(Body or hand keypoint data)
_____
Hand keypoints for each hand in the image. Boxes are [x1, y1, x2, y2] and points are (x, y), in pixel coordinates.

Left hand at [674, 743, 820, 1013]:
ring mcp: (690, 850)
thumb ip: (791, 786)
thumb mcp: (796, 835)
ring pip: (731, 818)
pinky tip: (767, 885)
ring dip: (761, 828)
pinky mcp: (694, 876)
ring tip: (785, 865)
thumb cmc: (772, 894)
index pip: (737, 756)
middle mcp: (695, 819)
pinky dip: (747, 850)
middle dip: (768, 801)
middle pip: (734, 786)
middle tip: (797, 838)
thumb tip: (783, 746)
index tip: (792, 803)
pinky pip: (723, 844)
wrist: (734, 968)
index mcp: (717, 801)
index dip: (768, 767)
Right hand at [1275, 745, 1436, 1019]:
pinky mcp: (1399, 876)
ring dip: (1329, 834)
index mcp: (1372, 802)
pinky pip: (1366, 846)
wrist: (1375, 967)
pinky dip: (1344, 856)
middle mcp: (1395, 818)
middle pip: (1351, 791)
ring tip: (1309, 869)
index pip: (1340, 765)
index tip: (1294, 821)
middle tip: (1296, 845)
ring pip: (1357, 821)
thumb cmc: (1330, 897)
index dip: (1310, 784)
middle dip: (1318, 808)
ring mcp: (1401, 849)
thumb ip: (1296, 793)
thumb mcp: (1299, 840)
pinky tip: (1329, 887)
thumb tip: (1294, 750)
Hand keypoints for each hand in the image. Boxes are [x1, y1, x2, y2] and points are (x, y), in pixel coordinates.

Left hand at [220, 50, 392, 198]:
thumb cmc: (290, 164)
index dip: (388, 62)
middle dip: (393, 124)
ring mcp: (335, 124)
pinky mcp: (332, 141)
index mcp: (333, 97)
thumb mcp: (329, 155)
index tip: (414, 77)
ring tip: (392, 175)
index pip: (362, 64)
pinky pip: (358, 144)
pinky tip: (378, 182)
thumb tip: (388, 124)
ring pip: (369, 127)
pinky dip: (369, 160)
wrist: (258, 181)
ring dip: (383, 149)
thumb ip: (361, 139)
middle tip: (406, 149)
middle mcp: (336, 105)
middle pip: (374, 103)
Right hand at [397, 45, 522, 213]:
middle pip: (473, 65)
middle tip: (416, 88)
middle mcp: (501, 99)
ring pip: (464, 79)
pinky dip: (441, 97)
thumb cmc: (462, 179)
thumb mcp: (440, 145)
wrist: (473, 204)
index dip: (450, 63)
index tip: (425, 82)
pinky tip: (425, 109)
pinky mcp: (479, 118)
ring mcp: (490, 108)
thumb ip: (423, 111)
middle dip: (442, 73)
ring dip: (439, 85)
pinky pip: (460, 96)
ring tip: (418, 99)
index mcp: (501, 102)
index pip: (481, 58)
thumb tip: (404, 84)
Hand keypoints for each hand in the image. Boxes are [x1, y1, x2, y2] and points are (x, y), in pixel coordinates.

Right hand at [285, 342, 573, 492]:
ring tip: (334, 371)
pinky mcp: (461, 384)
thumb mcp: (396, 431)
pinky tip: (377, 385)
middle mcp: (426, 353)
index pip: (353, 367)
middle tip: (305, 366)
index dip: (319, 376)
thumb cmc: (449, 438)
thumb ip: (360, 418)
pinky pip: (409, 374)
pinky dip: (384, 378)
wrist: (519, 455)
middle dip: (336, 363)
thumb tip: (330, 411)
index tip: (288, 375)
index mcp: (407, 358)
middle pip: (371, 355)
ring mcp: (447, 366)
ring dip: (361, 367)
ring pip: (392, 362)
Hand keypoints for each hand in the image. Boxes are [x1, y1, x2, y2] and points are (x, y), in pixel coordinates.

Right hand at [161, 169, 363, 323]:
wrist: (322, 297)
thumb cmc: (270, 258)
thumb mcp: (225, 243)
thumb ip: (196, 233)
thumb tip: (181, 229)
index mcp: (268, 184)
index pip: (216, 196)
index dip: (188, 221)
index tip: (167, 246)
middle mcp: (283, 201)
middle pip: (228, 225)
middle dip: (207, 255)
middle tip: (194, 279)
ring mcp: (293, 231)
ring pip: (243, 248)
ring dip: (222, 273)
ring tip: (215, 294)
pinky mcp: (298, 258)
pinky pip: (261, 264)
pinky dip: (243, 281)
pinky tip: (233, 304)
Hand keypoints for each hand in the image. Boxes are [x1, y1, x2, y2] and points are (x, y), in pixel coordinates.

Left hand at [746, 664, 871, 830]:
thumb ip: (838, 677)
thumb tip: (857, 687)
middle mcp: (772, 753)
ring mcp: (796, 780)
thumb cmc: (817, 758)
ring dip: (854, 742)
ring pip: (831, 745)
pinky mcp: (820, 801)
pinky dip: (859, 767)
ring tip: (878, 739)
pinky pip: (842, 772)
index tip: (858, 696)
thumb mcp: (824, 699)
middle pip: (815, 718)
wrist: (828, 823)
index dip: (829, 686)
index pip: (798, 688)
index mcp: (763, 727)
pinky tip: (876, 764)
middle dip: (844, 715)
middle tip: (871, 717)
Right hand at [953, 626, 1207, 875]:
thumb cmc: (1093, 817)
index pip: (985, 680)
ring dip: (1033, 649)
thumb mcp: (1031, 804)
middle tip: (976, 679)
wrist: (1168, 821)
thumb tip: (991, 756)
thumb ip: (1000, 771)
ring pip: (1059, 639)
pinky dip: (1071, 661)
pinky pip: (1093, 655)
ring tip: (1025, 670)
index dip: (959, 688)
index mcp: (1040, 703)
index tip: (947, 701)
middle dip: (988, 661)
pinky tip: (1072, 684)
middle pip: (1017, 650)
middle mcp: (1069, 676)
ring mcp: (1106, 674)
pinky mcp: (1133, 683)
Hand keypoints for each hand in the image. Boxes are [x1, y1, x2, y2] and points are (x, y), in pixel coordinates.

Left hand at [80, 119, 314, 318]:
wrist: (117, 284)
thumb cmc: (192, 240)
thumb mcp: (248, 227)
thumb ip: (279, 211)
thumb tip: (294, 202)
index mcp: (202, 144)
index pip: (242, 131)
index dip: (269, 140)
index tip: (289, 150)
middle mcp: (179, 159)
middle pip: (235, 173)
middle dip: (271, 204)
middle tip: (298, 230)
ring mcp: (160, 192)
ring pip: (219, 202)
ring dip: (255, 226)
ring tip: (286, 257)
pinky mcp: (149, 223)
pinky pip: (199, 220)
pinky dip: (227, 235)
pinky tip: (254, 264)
_____
Set down the preceding data verbatim. Every line belongs in the copy.

Hand keypoints for each hand in the image. Boxes are [x1, y1, x2, y2] and points are (x, y), in pixel coordinates.

Left hand at [674, 743, 820, 1013]:
ring mcp: (690, 850)
thumb ip: (791, 786)
thumb mcp: (796, 835)
ring pip: (731, 818)
pinky tip: (767, 885)
ring dip: (761, 828)
pinky mcp: (694, 876)
ring tip: (785, 865)
thumb cmc: (772, 894)
index pip: (737, 756)
middle mcp: (695, 819)
pinky dip: (747, 850)
middle dip: (768, 801)
middle pip: (734, 786)
middle tip: (797, 838)
thumb tip: (783, 746)
index tip: (792, 803)
pinky pip: (723, 844)
wrist: (734, 968)
index mcp: (717, 801)
index dip: (768, 767)
Right hand at [1275, 745, 1436, 1019]:
pinky mcp: (1399, 876)
ring dip: (1329, 834)
index mcp: (1372, 802)
pinky pip: (1366, 846)
wrist: (1375, 967)
pinky dip: (1344, 856)
middle mcp: (1395, 818)
middle pip: (1351, 791)
ring tip: (1309, 869)
index pip: (1340, 765)
index tip: (1294, 821)
middle tip: (1296, 845)
ring pip: (1357, 821)
thumb cmc: (1330, 897)
index dip: (1310, 784)
middle dip: (1318, 808)
ring mcp: (1401, 849)
thumb ip: (1296, 793)
thumb mcp: (1299, 840)
pinky tip: (1329, 887)
thumb tip: (1294, 750)
Hand keypoints for each hand in the image. Boxes are [x1, y1, x2, y2] and points are (x, y), in pixel coordinates.

Left hand at [220, 50, 392, 198]:
thumb cmc: (290, 164)
index dip: (388, 62)
middle dip: (393, 124)
ring mcp: (335, 124)
pinky mcp: (332, 141)
index mcp: (333, 97)
thumb mcp: (329, 155)
index tip: (414, 77)
ring tip: (392, 175)
index pip: (362, 64)
pinky pip: (358, 144)
pinky tip: (378, 182)
thumb tip: (388, 124)
ring pip: (369, 127)
pinky dip: (369, 160)
wrist: (258, 181)
ring dip: (383, 149)
thumb ip: (361, 139)
middle tip: (406, 149)
middle mcp: (336, 105)
middle pip: (374, 103)
Right hand at [397, 45, 522, 213]:
middle pip: (473, 65)
middle tip: (416, 88)
middle mcp: (501, 99)
ring pip: (464, 79)
pinky dip: (441, 97)
thumb cmc: (462, 179)
thumb mcp: (440, 145)
wrist: (473, 204)
index dip: (450, 63)
index tip: (425, 82)
pinky tip: (425, 109)
pinky mcp: (479, 118)
ring mcp: (490, 108)
thumb ip: (423, 111)
middle dip: (442, 73)
ring dip: (439, 85)
pinky pip: (460, 96)
ring tip: (418, 99)
index mcp: (501, 102)
index pip: (481, 58)
thumb tip: (404, 84)
Hand keypoints for each hand in the image. Boxes are [x1, y1, x2, y2] and points are (x, y), in pixel coordinates.

Right hand at [285, 342, 573, 492]:
ring tip: (334, 371)
pinky mcp: (461, 384)
thumb mcp: (396, 431)
pinky tip: (377, 385)
middle mcp: (426, 353)
index pip: (353, 367)
middle tip: (305, 366)
index dip: (319, 376)
thumb cmc: (449, 438)
thumb ip: (360, 418)
pinky pip: (409, 374)
pinky dip: (384, 378)
wrist: (519, 455)
middle dip: (336, 363)
thumb tip: (330, 411)
index tip: (288, 375)
index mcp: (407, 358)
middle pip: (371, 355)
ring mcp: (447, 366)
ring dip: (361, 367)
ring pip: (392, 362)
Hand keypoints for each hand in the image. Boxes are [x1, y1, x2, y2] and points are (x, y), in pixel coordinates.

Right hand at [161, 169, 363, 323]:
wrist: (322, 297)
thumb cmc: (270, 258)
thumb mcp: (225, 243)
thumb ip: (196, 233)
thumb tip: (181, 229)
index mcp: (268, 184)
index pip: (216, 196)
index dip: (188, 221)
index tip: (167, 246)
middle mcp: (283, 201)
middle pip: (228, 225)
middle dip: (207, 255)
middle tip: (194, 279)
ring mcp: (293, 231)
ring pip: (243, 248)
ring dip: (222, 273)
ring tip: (215, 294)
pinky mcp: (298, 258)
pinky pip: (261, 264)
pinky dip: (243, 281)
pinky tip: (233, 304)
Hand keypoints for each hand in the image. Boxes are [x1, y1, x2, y2] and points are (x, y), in pixel coordinates.

Left hand at [746, 664, 871, 830]:
thumb ip: (838, 677)
thumb tip: (857, 687)
middle mcp: (772, 753)
ring mcp: (796, 780)
thumb cmc: (817, 758)
ring dip: (854, 742)
ring pip: (831, 745)
pinky mcp: (820, 801)
pinky dip: (859, 767)
ring tip: (878, 739)
pinky pip: (842, 772)
index tip: (858, 696)
thumb mcp: (824, 699)
middle pip: (815, 718)
wrist: (828, 823)
index dip: (829, 686)
index pip: (798, 688)
index mcp: (763, 727)
pinky tip: (876, 764)
middle dip: (844, 715)
middle tip: (871, 717)
Right hand at [953, 626, 1207, 875]:
thumb cmc: (1093, 817)
index pip: (985, 680)
ring dip: (1033, 649)
thumb mcp: (1031, 804)
middle tip: (976, 679)
wrist: (1168, 821)
thumb tip: (991, 756)
thumb ip: (1000, 771)
ring pip: (1059, 639)
pinky dip: (1071, 661)
pinky pip: (1093, 655)
ring tip: (1025, 670)
index dip: (959, 688)
index mcp: (1040, 703)
index tip: (947, 701)
middle dip: (988, 661)
pinky tip: (1072, 684)
middle pip: (1017, 650)
middle mcp: (1069, 676)
ring mcp: (1106, 674)
pinky mcp: (1133, 683)
Hand keypoints for each hand in the image. Boxes are [x1, y1, x2, y2] and points are (x, y), in pixel coordinates.

Left hand at [80, 119, 314, 318]:
wrist: (117, 284)
thumb cmc: (192, 240)
thumb mcp: (248, 227)
thumb ip: (279, 211)
thumb tip: (294, 202)
index mcp: (202, 144)
index pip: (242, 131)
index dip: (269, 140)
index tip: (289, 150)
middle mcp: (179, 159)
middle pip: (235, 173)
middle dip: (271, 204)
middle tip: (298, 230)
ring mcp: (160, 192)
ring pip: (219, 202)
ring dip: (255, 226)
ring tip: (286, 257)
pinky mcp: (149, 223)
pinky pip: (199, 220)
pinky dip: (227, 235)
pinky tip: (254, 264)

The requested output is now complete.